4. Your belief that the offender will be a useful and law abiding citizen if given the opportunity. You may describe improvements in the inmate's attitude, behavior, or efforts he/she has made to improve himself/herself. If you will provide housing, give the address and a phone number if you have one. You can mention other kinds of help you can provide, for instance, clothing or transportation.
Other people who will write a support letters may include the same type of information. If they are willing to help the inmate in some way, they may include that in the letter. Some people are willing to help, but don't have money or a job to offer. They can offer to spend time with the offender doing something positive and worthwhile, or they can offer advice and encouragement. This kind of help is also necessary for someone just released from prison.
NOTE: Under guidelines of a directive from the TDC administration, ii is possible for prison employees to write letters of recommendation for parole. Supervisors in a department where an inmate works or by ranking officials on the unit who has personal knowledge of the inmate most commonly do this.

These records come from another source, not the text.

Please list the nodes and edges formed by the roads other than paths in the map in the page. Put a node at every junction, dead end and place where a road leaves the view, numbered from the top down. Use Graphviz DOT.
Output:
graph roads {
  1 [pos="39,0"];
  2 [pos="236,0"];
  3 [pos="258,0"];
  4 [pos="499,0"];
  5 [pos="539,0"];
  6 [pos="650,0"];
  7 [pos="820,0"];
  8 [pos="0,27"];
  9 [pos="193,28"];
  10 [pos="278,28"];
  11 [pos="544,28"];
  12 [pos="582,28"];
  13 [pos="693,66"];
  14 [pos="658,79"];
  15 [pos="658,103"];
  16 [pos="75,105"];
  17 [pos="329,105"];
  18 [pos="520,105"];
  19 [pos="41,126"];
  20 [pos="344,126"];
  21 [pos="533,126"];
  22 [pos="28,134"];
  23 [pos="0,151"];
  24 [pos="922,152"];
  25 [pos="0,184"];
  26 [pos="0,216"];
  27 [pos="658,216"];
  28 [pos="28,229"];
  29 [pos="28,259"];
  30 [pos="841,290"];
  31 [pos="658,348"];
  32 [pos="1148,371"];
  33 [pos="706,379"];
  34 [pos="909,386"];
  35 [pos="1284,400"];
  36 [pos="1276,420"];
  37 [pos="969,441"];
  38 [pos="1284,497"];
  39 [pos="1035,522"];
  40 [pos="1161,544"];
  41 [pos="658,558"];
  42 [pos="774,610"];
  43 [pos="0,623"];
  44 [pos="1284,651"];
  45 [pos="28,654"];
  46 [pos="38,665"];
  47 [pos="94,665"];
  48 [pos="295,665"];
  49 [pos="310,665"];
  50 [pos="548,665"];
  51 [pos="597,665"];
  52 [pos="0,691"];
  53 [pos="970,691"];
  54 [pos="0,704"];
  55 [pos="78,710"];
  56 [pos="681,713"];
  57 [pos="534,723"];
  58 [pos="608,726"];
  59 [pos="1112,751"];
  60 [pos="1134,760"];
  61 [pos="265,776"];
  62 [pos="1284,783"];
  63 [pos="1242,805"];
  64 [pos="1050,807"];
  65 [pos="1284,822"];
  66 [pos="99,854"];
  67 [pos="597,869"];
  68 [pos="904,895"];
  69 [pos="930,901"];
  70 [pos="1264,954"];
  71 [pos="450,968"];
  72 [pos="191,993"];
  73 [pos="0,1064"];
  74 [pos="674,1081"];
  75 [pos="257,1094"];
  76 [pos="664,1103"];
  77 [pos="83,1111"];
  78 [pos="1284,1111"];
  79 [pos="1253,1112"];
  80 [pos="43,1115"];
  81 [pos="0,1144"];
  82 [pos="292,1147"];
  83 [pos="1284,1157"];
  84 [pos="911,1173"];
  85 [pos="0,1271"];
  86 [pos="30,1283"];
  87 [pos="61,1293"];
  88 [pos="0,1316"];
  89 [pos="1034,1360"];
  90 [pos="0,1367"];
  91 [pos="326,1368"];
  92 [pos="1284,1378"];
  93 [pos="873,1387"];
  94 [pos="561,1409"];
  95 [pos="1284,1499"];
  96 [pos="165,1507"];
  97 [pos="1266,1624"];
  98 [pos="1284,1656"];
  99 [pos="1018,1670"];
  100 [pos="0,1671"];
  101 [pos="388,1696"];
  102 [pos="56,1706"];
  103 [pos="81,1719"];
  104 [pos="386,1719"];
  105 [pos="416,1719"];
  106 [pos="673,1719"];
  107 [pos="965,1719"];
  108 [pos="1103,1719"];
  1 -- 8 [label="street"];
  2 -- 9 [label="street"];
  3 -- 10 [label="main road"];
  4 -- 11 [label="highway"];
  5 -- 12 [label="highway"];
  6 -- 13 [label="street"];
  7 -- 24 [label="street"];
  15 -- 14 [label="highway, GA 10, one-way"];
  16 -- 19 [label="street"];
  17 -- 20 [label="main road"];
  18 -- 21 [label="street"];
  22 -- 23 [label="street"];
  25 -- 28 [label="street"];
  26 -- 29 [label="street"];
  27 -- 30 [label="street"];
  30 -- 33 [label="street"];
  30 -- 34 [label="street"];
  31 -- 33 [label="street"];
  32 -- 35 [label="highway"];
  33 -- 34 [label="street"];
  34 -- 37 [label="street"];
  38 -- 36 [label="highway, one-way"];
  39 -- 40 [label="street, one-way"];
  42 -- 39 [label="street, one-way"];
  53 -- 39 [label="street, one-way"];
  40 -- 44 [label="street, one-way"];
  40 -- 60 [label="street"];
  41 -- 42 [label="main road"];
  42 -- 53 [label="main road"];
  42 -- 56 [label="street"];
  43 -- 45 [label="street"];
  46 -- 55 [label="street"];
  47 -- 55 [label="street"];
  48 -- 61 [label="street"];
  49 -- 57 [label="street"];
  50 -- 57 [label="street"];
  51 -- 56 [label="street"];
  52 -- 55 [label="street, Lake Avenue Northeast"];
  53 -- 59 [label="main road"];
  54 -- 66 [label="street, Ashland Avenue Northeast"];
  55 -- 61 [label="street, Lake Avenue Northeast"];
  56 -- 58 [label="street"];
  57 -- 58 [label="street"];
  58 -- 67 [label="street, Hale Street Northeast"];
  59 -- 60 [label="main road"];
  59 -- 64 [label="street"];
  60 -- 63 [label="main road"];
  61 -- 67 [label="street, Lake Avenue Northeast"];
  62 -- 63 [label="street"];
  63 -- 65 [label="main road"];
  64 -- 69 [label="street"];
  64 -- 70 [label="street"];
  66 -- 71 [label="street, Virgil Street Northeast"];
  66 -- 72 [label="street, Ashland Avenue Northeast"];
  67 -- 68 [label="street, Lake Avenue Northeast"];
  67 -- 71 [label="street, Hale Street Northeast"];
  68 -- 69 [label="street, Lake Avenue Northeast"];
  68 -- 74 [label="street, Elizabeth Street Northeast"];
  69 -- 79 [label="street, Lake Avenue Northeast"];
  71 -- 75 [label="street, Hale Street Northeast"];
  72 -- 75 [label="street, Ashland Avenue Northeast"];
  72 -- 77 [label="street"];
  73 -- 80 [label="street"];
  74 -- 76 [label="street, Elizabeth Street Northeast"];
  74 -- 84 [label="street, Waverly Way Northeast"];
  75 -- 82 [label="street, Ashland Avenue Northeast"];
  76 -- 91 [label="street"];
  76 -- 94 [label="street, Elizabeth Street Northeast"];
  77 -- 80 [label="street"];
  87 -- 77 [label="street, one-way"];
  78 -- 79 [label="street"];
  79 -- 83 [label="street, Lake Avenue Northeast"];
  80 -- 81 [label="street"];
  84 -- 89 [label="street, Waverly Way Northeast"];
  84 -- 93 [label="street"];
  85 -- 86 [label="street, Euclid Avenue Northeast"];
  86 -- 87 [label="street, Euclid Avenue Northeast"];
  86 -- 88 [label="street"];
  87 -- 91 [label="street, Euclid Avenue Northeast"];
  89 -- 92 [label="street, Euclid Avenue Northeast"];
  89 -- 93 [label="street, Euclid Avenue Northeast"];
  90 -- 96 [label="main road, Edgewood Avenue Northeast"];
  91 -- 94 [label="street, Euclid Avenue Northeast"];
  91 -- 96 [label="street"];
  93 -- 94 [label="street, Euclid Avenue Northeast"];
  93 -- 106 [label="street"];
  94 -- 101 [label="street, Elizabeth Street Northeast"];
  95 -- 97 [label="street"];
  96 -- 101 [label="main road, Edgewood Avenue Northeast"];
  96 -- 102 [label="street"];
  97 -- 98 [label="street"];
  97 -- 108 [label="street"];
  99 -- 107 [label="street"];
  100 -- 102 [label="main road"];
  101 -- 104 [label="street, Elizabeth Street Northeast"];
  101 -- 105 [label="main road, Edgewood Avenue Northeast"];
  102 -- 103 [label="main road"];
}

This is a Blank Template written by Momma2
Parole Board Member Date
Board of Pardons and Parole
P.O. Box 13401
Austin, Texas 78711
Attn: Inmates Name
Dear Parole Board Member,
My name is. I am 62 years old. My husband and I have been married almost 48 years. We are both presently retired. We reside in Texas, County. We have lived in Texas for well over 30 years. We have lived in our present home for a period of 14 years.
I am the Mother of, TDCJ #.
This is my daughter's first time to be incarcerated. We visit our daughter as often as possible, and correspond regularly. Since incarceration, I have noticed many new, positive changes in her life. She has accepted full responsibility, and remorse, for her actions, and is at peace with herself. I feel she is doing all she can do to improve her life. Substance abuse programs, and GED, are not yet available to her, however she is attending AA meetings regularly. Is enrolled in a Bible Study class, and attends church regularly. Has even started a Bible Study class on her own. A number of the inmates come to her for spiritual help, and advice. Obeys the rules, and has had no discipline problems since her incarceration.
As parents, we have a willingness to support our daughter in the event of parole. We can offer her housing, transportation to and from work, clothing, some financial help, and our love, advise, and support. Although we are parents, and naturally love our daughter, I assure you that we take this responsibility very seriously. My husband and I are both Christian people. We attend church regularly. My husband is a Sunday school Teacher, I am a Substitute Teacher, at the Baptist Church, located at, Texas. My address is:
City, State, Zip
I truly believe that my daughter has changed for the better, and would be an asset to her family and the community.
Remember that a parole vote is about balancing rehabilitation of the inmate with the safety and security of the community. Community interests will always win out...therefore; it is imperative to persuade the Board that she/he is not a threat to the community.